■ **WORK INSTRUCTIONS**
Copy each line that includes the string "canvas" from the material into your answer.
***
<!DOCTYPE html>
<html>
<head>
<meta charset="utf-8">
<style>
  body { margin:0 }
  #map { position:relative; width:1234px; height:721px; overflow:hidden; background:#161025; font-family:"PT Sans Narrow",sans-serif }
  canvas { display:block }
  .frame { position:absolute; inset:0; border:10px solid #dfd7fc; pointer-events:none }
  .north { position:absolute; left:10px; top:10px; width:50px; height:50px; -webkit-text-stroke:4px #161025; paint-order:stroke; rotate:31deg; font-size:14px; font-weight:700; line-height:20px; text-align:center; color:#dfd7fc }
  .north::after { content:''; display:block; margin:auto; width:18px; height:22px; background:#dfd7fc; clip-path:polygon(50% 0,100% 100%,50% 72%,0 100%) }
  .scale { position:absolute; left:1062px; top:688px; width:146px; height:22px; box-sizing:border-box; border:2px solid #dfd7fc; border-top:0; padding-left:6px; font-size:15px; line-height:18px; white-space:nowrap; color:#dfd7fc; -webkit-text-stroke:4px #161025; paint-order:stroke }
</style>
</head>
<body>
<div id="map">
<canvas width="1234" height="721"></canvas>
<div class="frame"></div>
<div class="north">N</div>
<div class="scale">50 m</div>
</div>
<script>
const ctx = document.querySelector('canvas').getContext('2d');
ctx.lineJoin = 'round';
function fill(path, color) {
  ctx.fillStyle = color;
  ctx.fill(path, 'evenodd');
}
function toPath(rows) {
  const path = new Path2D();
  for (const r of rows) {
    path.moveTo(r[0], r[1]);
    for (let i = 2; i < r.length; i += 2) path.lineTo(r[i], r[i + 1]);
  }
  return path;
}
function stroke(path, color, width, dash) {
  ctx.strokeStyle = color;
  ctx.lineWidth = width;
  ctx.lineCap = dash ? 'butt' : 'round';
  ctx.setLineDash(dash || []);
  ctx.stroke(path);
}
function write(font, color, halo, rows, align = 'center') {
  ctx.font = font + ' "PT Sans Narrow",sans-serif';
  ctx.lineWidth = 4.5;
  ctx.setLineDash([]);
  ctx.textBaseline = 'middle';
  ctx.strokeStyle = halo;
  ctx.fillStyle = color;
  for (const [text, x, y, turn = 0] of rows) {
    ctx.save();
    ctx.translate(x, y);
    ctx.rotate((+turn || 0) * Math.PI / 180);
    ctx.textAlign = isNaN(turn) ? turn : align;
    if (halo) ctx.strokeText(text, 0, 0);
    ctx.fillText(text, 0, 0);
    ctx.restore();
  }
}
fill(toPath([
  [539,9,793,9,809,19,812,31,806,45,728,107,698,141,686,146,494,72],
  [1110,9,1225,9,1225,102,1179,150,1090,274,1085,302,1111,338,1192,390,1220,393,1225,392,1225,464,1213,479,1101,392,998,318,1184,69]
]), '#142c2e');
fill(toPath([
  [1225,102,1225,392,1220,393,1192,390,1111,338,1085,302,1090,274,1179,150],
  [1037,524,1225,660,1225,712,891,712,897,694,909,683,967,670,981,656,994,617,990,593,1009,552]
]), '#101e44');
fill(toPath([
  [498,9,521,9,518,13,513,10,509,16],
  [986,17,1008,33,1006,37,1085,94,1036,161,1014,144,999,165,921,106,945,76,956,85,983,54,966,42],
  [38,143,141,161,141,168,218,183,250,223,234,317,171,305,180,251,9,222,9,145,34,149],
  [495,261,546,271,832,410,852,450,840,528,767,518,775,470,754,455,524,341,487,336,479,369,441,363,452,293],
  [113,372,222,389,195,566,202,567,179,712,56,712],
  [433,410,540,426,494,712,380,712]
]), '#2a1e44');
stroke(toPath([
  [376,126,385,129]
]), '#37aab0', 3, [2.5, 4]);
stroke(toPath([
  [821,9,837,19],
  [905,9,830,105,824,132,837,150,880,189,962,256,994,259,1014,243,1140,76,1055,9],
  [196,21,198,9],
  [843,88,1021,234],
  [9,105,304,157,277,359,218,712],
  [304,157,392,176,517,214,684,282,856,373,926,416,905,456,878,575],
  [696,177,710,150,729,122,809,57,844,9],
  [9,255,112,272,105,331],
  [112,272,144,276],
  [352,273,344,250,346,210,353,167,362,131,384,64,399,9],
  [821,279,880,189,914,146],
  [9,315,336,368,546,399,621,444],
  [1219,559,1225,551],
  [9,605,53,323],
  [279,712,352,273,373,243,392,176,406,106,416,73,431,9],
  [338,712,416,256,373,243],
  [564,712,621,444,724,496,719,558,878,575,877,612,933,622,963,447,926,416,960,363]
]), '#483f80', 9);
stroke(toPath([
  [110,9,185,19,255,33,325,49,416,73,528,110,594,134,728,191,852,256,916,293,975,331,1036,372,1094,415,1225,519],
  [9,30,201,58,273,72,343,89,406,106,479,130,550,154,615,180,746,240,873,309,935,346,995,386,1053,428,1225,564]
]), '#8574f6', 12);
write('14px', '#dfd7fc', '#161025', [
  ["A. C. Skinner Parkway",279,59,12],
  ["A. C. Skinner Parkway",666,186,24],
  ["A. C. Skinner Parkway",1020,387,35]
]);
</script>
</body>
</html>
***
■ **SOLUTION TO THE EXERCISE**
  canvas { display:block }
<canvas width="1234" height="721"></canvas>
const ctx = document.querySelector('canvas').getContext('2d');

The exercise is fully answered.